__Description of the task__. Apart from the pictures, everything in the lines below must be printed exactly.

[Opening Material shown section]

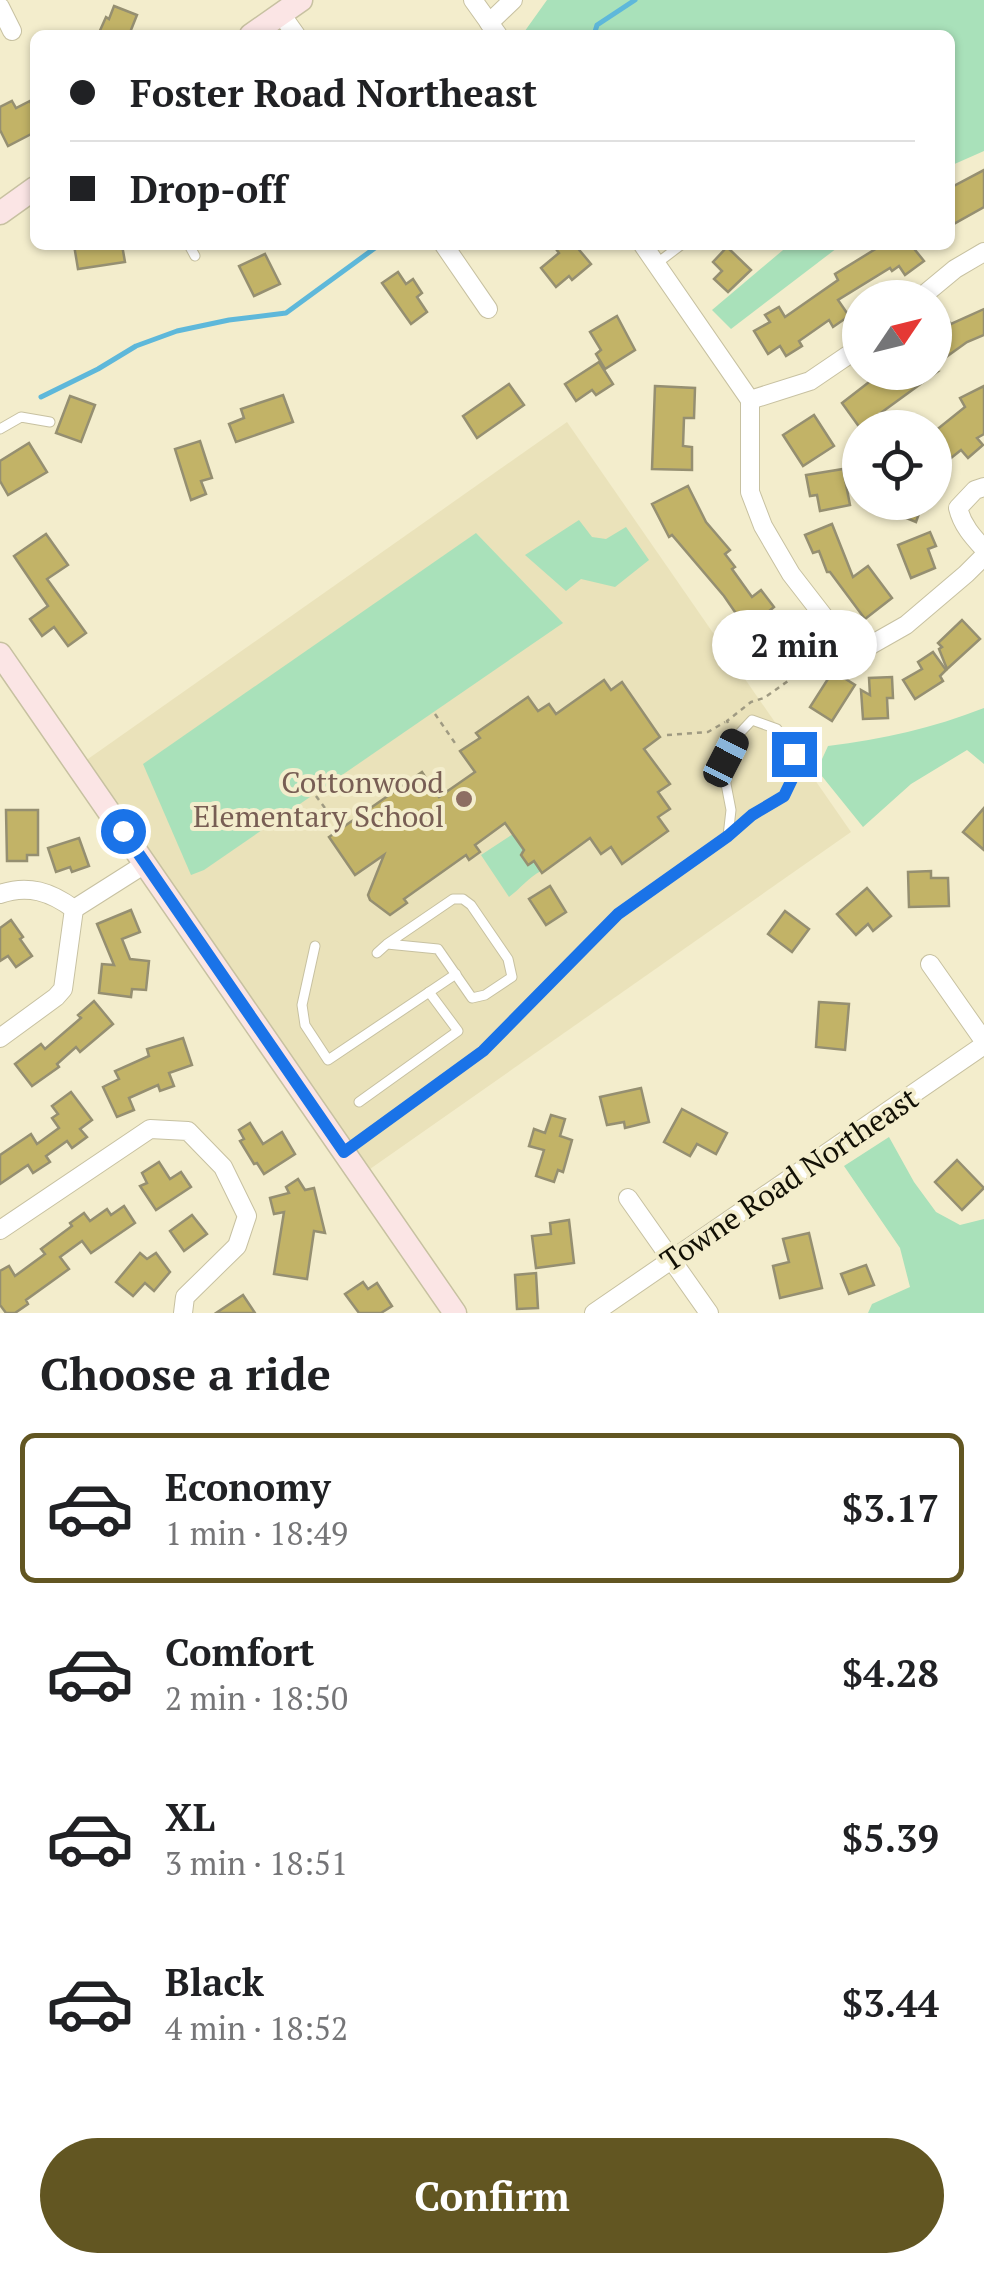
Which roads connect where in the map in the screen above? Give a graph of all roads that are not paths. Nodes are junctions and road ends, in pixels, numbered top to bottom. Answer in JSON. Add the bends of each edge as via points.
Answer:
{"nodes":[{"id":1,"x":473,"y":0,"type":"edge"},
{"id":2,"x":514,"y":0,"type":"edge"},
{"id":3,"x":294,"y":4,"type":"edge"},
{"id":4,"x":0,"y":8,"type":"edge"},
{"id":5,"x":493,"y":29,"type":"edge"},
{"id":6,"x":258,"y":30,"type":"edge"},
{"id":7,"x":296,"y":30,"type":"edge"},
{"id":8,"x":12,"y":31,"type":"dead end"},
{"id":9,"x":30,"y":191,"type":"edge"},
{"id":10,"x":0,"y":212,"type":"edge"},
{"id":11,"x":191,"y":250,"type":"edge"},
{"id":12,"x":447,"y":250,"type":"edge"},
{"id":13,"x":646,"y":250,"type":"edge"},
{"id":14,"x":674,"y":250,"type":"edge"},
{"id":15,"x":984,"y":252,"type":"edge"},
{"id":16,"x":195,"y":256,"type":"dead end"},
{"id":17,"x":656,"y":264,"type":"junction"},
{"id":18,"x":941,"y":280,"type":"edge"},
{"id":19,"x":488,"y":308,"type":"dead end"},
{"id":20,"x":842,"y":359,"type":"edge"},
{"id":21,"x":750,"y":400,"type":"junction"},
{"id":22,"x":50,"y":422,"type":"dead end"},
{"id":23,"x":0,"y":429,"type":"edge"},
{"id":24,"x":984,"y":487,"type":"edge"},
{"id":25,"x":984,"y":553,"type":"edge"},
{"id":26,"x":0,"y":654,"type":"edge"},
{"id":27,"x":728,"y":836,"type":"junction"},
{"id":28,"x":145,"y":864,"type":"junction"},
{"id":29,"x":0,"y":894,"type":"edge"},
{"id":30,"x":74,"y":908,"type":"junction"},
{"id":31,"x":386,"y":944,"type":"junction"},
{"id":32,"x":315,"y":946,"type":"dead end"},
{"id":33,"x":377,"y":952,"type":"dead end"},
{"id":34,"x":930,"y":964,"type":"dead end"},
{"id":35,"x":456,"y":974,"type":"junction"},
{"id":36,"x":430,"y":992,"type":"junction"},
{"id":37,"x":469,"y":1024,"type":"dead end"},
{"id":38,"x":458,"y":1032,"type":"junction"},
{"id":39,"x":0,"y":1038,"type":"edge"},
{"id":40,"x":984,"y":1043,"type":"edge"},
{"id":41,"x":359,"y":1102,"type":"dead end"},
{"id":42,"x":344,"y":1152,"type":"junction"},
{"id":43,"x":628,"y":1198,"type":"dead end"},
{"id":44,"x":0,"y":1230,"type":"edge"},
{"id":45,"x":671,"y":1260,"type":"junction"},
{"id":46,"x":447,"y":1310,"type":"edge"},
{"id":47,"x":184,"y":1313,"type":"edge"},
{"id":48,"x":594,"y":1313,"type":"edge"},
{"id":49,"x":709,"y":1313,"type":"edge"}],
"edges":[{"from":1,"to":5,"type":"street"},
{"from":2,"to":5,"type":"street"},
{"from":3,"to":6,"type":"street"},
{"from":3,"to":7,"type":"street"},
{"from":4,"to":8,"type":"street"},
{"from":9,"to":10,"type":"street"},
{"from":11,"to":16,"type":"lane"},
{"from":12,"to":19,"type":"street"},
{"from":13,"to":17,"type":"street"},
{"from":14,"to":17,"type":"lane"},
{"from":15,"to":18,"type":"street"},
{"from":17,"to":21,"type":"street"},
{"from":20,"to":21,"type":"street","via":[[810,381]]},
{"from":21,"to":25,"type":"street","via":[[750,492],[790,574],[839,636],[869,646],[906,625]]},
{"from":22,"to":23,"type":"lane","via":[[21,417]]},
{"from":24,"to":25,"type":"street","via":[[958,508]]},
{"from":26,"to":28,"type":"street"},
{"from":27,"to":27,"type":"lane","via":[[726,758],[752,720],[777,729],[794,754],[796,771],[784,796]]},
{"from":27,"to":42,"type":"lane","via":[[618,914],[483,1051]]},
{"from":28,"to":30,"type":"street"},
{"from":28,"to":42,"type":"street"},
{"from":29,"to":30,"type":"street","via":[[27,888]]},
{"from":30,"to":39,"type":"street","via":[[63,989]]},
{"from":31,"to":33,"type":"lane"},
{"from":31,"to":35,"type":"lane","via":[[438,949]]},
{"from":31,"to":35,"type":"lane","via":[[453,899],[463,899],[508,959],[512,977],[472,998]]},
{"from":32,"to":36,"type":"lane","via":[[304,1025],[328,1060]]},
{"from":34,"to":40,"type":"street"},
{"from":35,"to":36,"type":"lane"},
{"from":36,"to":38,"type":"lane"},
{"from":37,"to":38,"type":"lane"},
{"from":38,"to":41,"type":"lane"},
{"from":40,"to":45,"type":"street","name":"Towne Road Northeast"},
{"from":42,"to":46,"type":"street"},
{"from":43,"to":45,"type":"street"},
{"from":44,"to":47,"type":"street","via":[[150,1129],[188,1131],[222,1168],[247,1216],[237,1246],[186,1296]]},
{"from":45,"to":48,"type":"street","name":"Towne Road Northeast"},
{"from":45,"to":49,"type":"street"}]}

[Closing Material shown section]

__Expected answer__.
Which roads connect where in the map in the screen above? Give a graph of all roads that are not paths. Nodes are junctions and road ends, in pixels, numbered top to bottom. Answer in JSON. Add the bends of each edge as via points.
Answer:
{"nodes":[{"id":1,"x":473,"y":0,"type":"edge"},
{"id":2,"x":514,"y":0,"type":"edge"},
{"id":3,"x":294,"y":4,"type":"edge"},
{"id":4,"x":0,"y":8,"type":"edge"},
{"id":5,"x":493,"y":29,"type":"edge"},
{"id":6,"x":258,"y":30,"type":"edge"},
{"id":7,"x":296,"y":30,"type":"edge"},
{"id":8,"x":12,"y":31,"type":"dead end"},
{"id":9,"x":30,"y":191,"type":"edge"},
{"id":10,"x":0,"y":212,"type":"edge"},
{"id":11,"x":191,"y":250,"type":"edge"},
{"id":12,"x":447,"y":250,"type":"edge"},
{"id":13,"x":646,"y":250,"type":"edge"},
{"id":14,"x":674,"y":250,"type":"edge"},
{"id":15,"x":984,"y":252,"type":"edge"},
{"id":16,"x":195,"y":256,"type":"dead end"},
{"id":17,"x":656,"y":264,"type":"junction"},
{"id":18,"x":941,"y":280,"type":"edge"},
{"id":19,"x":488,"y":308,"type":"dead end"},
{"id":20,"x":842,"y":359,"type":"edge"},
{"id":21,"x":750,"y":400,"type":"junction"},
{"id":22,"x":50,"y":422,"type":"dead end"},
{"id":23,"x":0,"y":429,"type":"edge"},
{"id":24,"x":984,"y":487,"type":"edge"},
{"id":25,"x":984,"y":553,"type":"edge"},
{"id":26,"x":0,"y":654,"type":"edge"},
{"id":27,"x":728,"y":836,"type":"junction"},
{"id":28,"x":145,"y":864,"type":"junction"},
{"id":29,"x":0,"y":894,"type":"edge"},
{"id":30,"x":74,"y":908,"type":"junction"},
{"id":31,"x":386,"y":944,"type":"junction"},
{"id":32,"x":315,"y":946,"type":"dead end"},
{"id":33,"x":377,"y":952,"type":"dead end"},
{"id":34,"x":930,"y":964,"type":"dead end"},
{"id":35,"x":456,"y":974,"type":"junction"},
{"id":36,"x":430,"y":992,"type":"junction"},
{"id":37,"x":469,"y":1024,"type":"dead end"},
{"id":38,"x":458,"y":1032,"type":"junction"},
{"id":39,"x":0,"y":1038,"type":"edge"},
{"id":40,"x":984,"y":1043,"type":"edge"},
{"id":41,"x":359,"y":1102,"type":"dead end"},
{"id":42,"x":344,"y":1152,"type":"junction"},
{"id":43,"x":628,"y":1198,"type":"dead end"},
{"id":44,"x":0,"y":1230,"type":"edge"},
{"id":45,"x":671,"y":1260,"type":"junction"},
{"id":46,"x":447,"y":1310,"type":"edge"},
{"id":47,"x":184,"y":1313,"type":"edge"},
{"id":48,"x":594,"y":1313,"type":"edge"},
{"id":49,"x":709,"y":1313,"type":"edge"}],
"edges":[{"from":1,"to":5,"type":"street"},
{"from":2,"to":5,"type":"street"},
{"from":3,"to":6,"type":"street"},
{"from":3,"to":7,"type":"street"},
{"from":4,"to":8,"type":"street"},
{"from":9,"to":10,"type":"street"},
{"from":11,"to":16,"type":"lane"},
{"from":12,"to":19,"type":"street"},
{"from":13,"to":17,"type":"street"},
{"from":14,"to":17,"type":"lane"},
{"from":15,"to":18,"type":"street"},
{"from":17,"to":21,"type":"street"},
{"from":20,"to":21,"type":"street","via":[[810,381]]},
{"from":21,"to":25,"type":"street","via":[[750,492],[790,574],[839,636],[869,646],[906,625]]},
{"from":22,"to":23,"type":"lane","via":[[21,417]]},
{"from":24,"to":25,"type":"street","via":[[958,508]]},
{"from":26,"to":28,"type":"street"},
{"from":27,"to":27,"type":"lane","via":[[726,758],[752,720],[777,729],[794,754],[796,771],[784,796]]},
{"from":27,"to":42,"type":"lane","via":[[618,914],[483,1051]]},
{"from":28,"to":30,"type":"street"},
{"from":28,"to":42,"type":"street"},
{"from":29,"to":30,"type":"street","via":[[27,888]]},
{"from":30,"to":39,"type":"street","via":[[63,989]]},
{"from":31,"to":33,"type":"lane"},
{"from":31,"to":35,"type":"lane","via":[[438,949]]},
{"from":31,"to":35,"type":"lane","via":[[453,899],[463,899],[508,959],[512,977],[472,998]]},
{"from":32,"to":36,"type":"lane","via":[[304,1025],[328,1060]]},
{"from":34,"to":40,"type":"street"},
{"from":35,"to":36,"type":"lane"},
{"from":36,"to":38,"type":"lane"},
{"from":37,"to":38,"type":"lane"},
{"from":38,"to":41,"type":"lane"},
{"from":40,"to":45,"type":"street","name":"Towne Road Northeast"},
{"from":42,"to":46,"type":"street"},
{"from":43,"to":45,"type":"street"},
{"from":44,"to":47,"type":"street","via":[[150,1129],[188,1131],[222,1168],[247,1216],[237,1246],[186,1296]]},
{"from":45,"to":48,"type":"street","name":"Towne Road Northeast"},
{"from":45,"to":49,"type":"street"}]}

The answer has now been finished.